In summary, HPV+ cancer is significantly different from HPV- cancer in many aspects like DNA mutation, mRNA and protein expression. The initiation of cancer in HPV+ cells results from the regulation of biological processes related to host development by viral proteins. In contrasts, HPV− cancer is activated by several categories of risk factors and is highly related to TP53 mutation. Although distinct in mechanisms, both HPV+ and HPV− cancers are triggered by onco-related gene dysregulation. This study showed that EGFR is possibly the core molecule that affects immune and cancer-related biological processes and it can eventually cause prognosis differences between HPV+ and HPV− cancers.

4 Materials and Methods

4.1 Data Source

CESC and HNSC RNA-Seq read counts data of the PCAWG project were obtained from the ICGC database (https://icgc.org/). In the PCAWG project, information on HPV infection in each of the samples was from a study recently published by Zapatka et al. (34). CaPSID, P-DIP, and SEPATH pipelines were used for detection of HPV reads from PCAWG samples in the study by Zapatka, and samples with HPV reads that were detected in at least two pipelines were considered infected. After screening, 20 CESC samples (19 HPV+, one HPV−) and 41 HNSC samples (17 HPV+, 24 HPV−) were included in this study. Simple nucleotide variation (SNV) data, including 305 CESC samples and 510 HNSC samples, are from Genomic Data Commons Data portal (GDC, http://portal.gdc.cancer.gov/). The source of reverse-phase protein array (RPPA) level 3 data and clinical data of 173 CESC samples and 212 HNSC samples were obtained from the FireBrowse database (http://firebrowse.org/).
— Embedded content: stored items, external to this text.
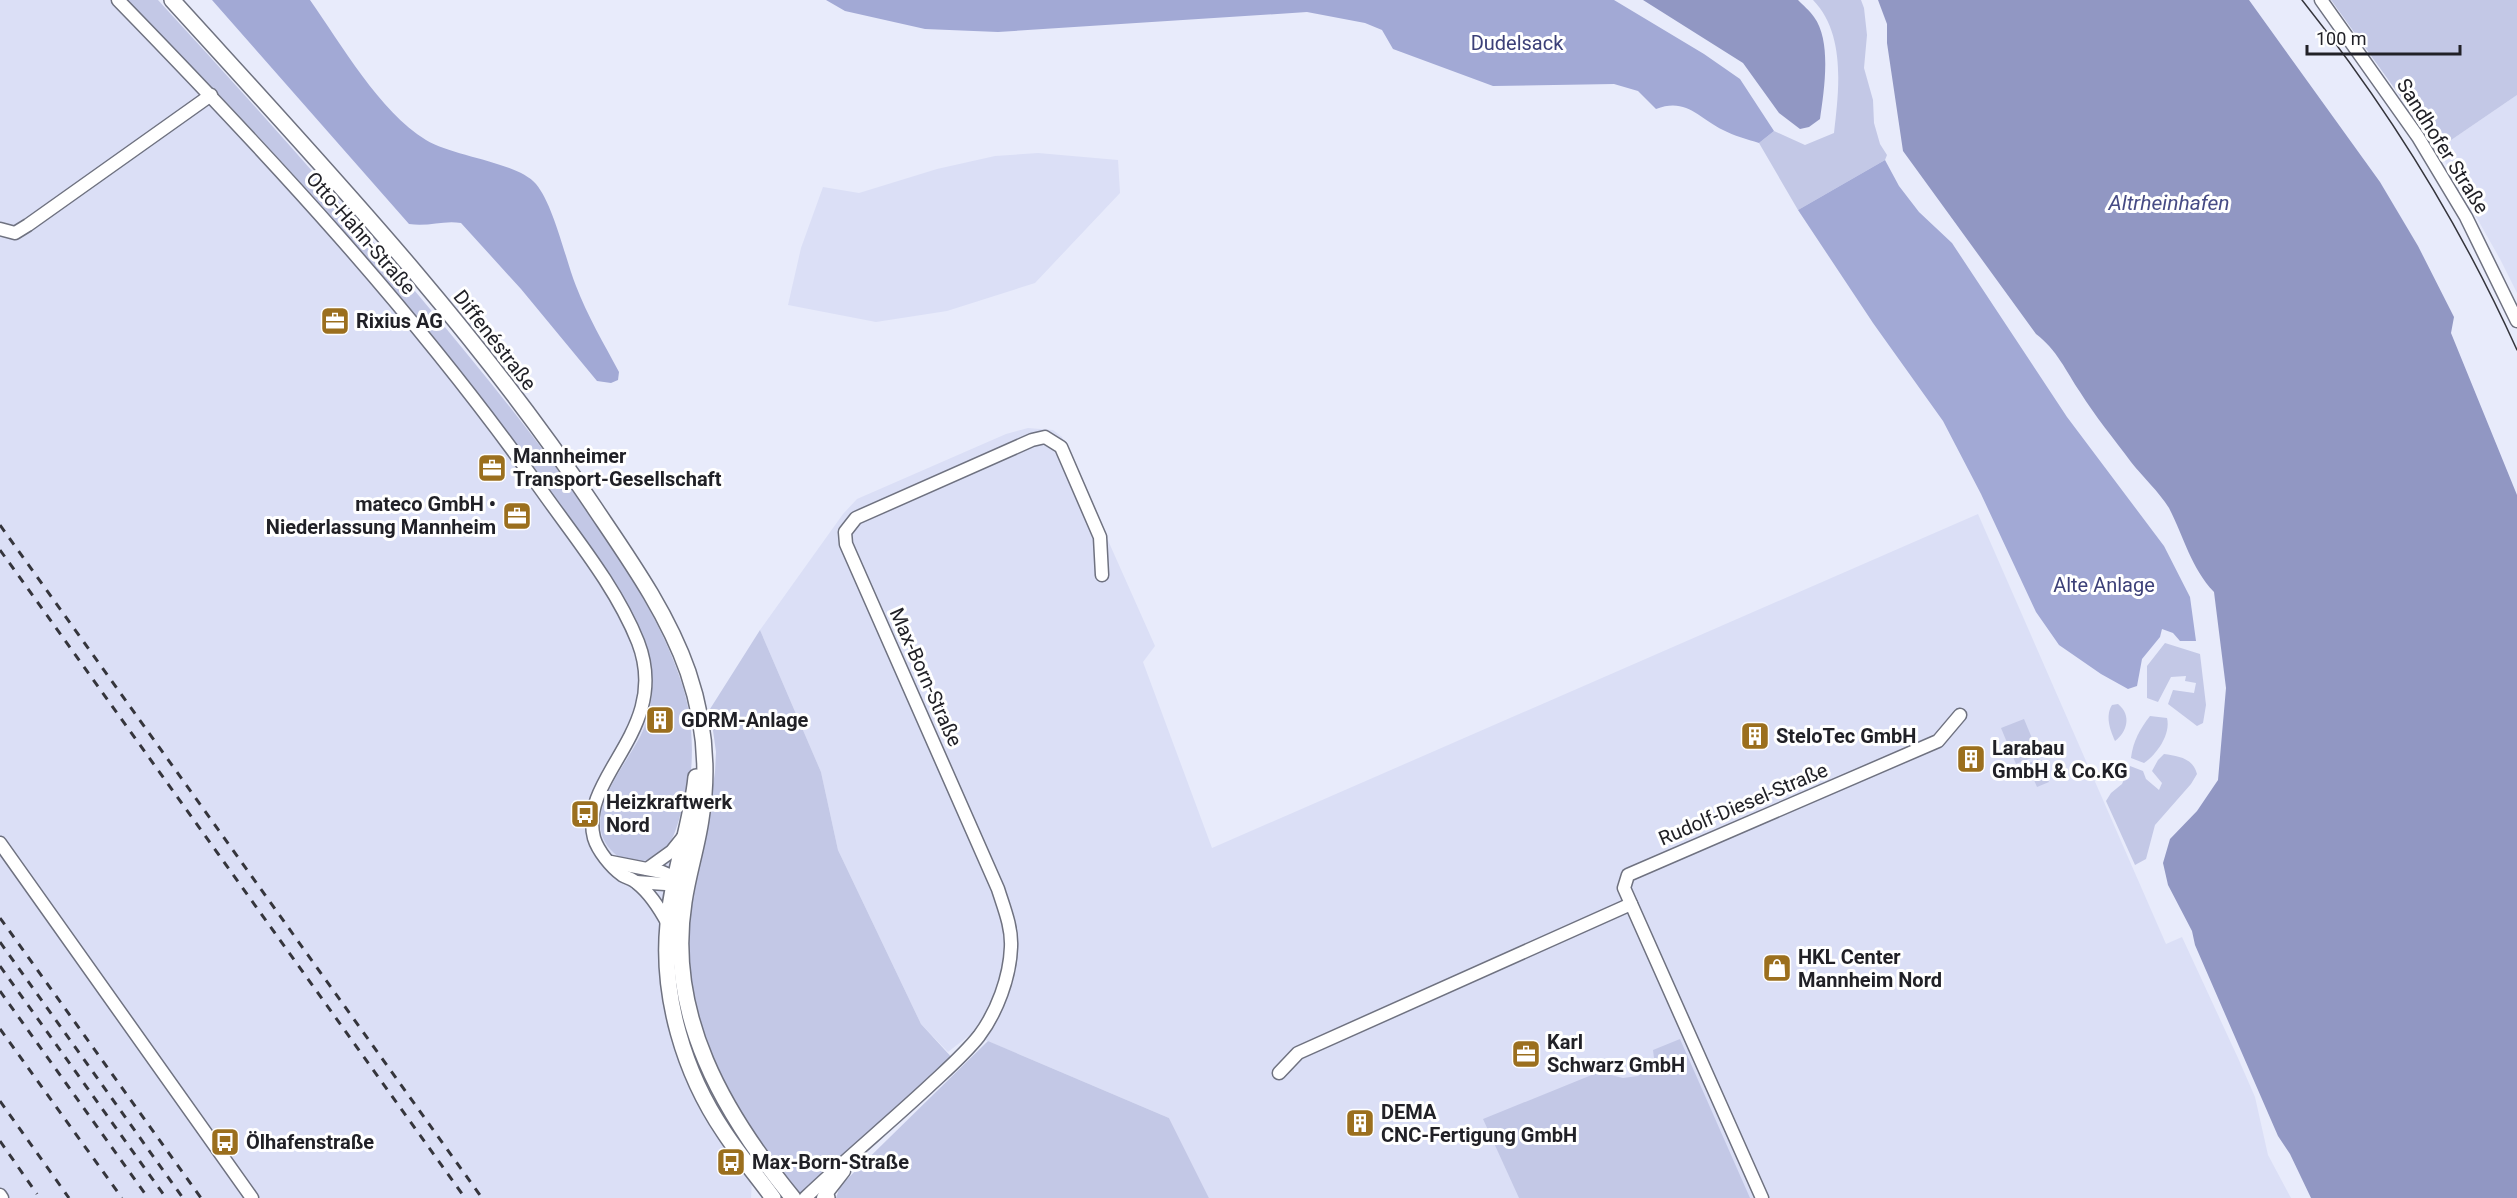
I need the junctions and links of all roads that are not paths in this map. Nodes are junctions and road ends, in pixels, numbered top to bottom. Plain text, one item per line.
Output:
1 (118, 0) edge
2 (172, 0) edge
3 (2321, 0) edge
4 (210, 95) junction
5 (0, 229) edge
6 (2517, 321) edge
7 (1102, 574) dead end
8 (1960, 716) dead end
9 (703, 754) junction
10 (685, 835) junction
11 (0, 843) edge
12 (609, 861) junction
13 (647, 869) junction
14 (636, 882) junction
15 (679, 882) junction
16 (1631, 904) junction
17 (668, 924) junction
18 (1279, 1073) dead end
19 (860, 1151) junction
20 (761, 1182) junction
21 (825, 1197) edge
22 (252, 1198) edge
23 (762, 1198) edge
24 (773, 1198) edge
25 (793, 1198) edge
26 (805, 1198) edge
27 (1762, 1198) edge

1 - 4 street, Otto-Hahn-Straße
2 - 9 main road, Diffenéstraße
3 - 6 street, Sandhofer Straße
4 - 5 street
4 - 12 street, Otto-Hahn-Straße
7 - 19 street, Max-Born-Straße
8 - 16 street, Rudolf-Diesel-Straße
9 - 10 main road, Diffenéstraße
9 - 15 main road, Diffenéstraße
10 - 13 street
10 - 15 main road, Diffenéstraße
11 - 22 street
12 - 13 street
12 - 14 street, Otto-Hahn-Straße
13 - 15 street
14 - 15 street, Otto-Hahn-Straße
14 - 17 street, Otto-Hahn-Straße
15 - 17 main road, Diffenéstraße
15 - 25 main road, Diffenéstraße
16 - 18 street
16 - 27 street, Rudolf-Diesel-Straße
17 - 20 main road, Diffenéstraße
19 - 21 street, Max-Born-Straße
19 - 26 street, Max-Born-Straße
20 - 23 main road
20 - 24 main road, Diffenéstraße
4.2 Principal Component Analysis

PCA was applied for data dimension reduction. Sample distribution confidence intervals of each sample groups were displayed. The samples located far away from confidence interval ellipse were considered outliers and were deleted in the subsequent exploration.

4.3 Differentially Expressed Analysis

Limma package of R was used for RNA-Seq data and miRNA-Seq data differentially express analysis. DEGs and DEmiRs were identified by p. adjust. <0.05 and |log2FC| >1.2. BH method was applied for p-value adjustment. Student’s t-test was used to analyze differentially expressed RPPA data. Proteins with p-value <0.05 were regarded as differentially expressed proteins (DEPs).

4.4 Survival Analysis

Clinical data from FireBrowse database were used for the prediction in survival differences of the two groups. To compare the data from the HPV+ tumor patients and HPV− tumor patients, Kaplan-Meier method was used for survival rate prediction and Kaplan-Meier plot (KM plot) was used to determine the survival curve. COX proportional hazard regression model was used to predict the correlation between differentially expressed protein (from RPRA data) and HPV+ patients’ survival time. p < 0.05 was considered to significantly correlate with survival time, HR >1 was considered positive correlation with survival time, and HR <1 was considered to be negative correlation with survival time.

4.5 miRNA Target Prediction

TargetScan (http://www.targetscan.org/vert_72/) and miRDB (http://mirdb.org/) database were used for differentially expressed miRNA target prediction. Targets that appeared in both databases were considered well predicted. RIsearch2 software was used for further verification of specific interesting miRNA-mRNA interaction.

4.6 SNV Analysis

Single nucleotide variation (SNV) data of CESC and HNSC project were downloaded from the TCGA GDC data portal. The processed MAF data used in this study was downloaded from MUSE software processed. Maftools R package was used for MAF file data mining. Maftools was likewise used for statistical analysis of gene mutation and data visualization.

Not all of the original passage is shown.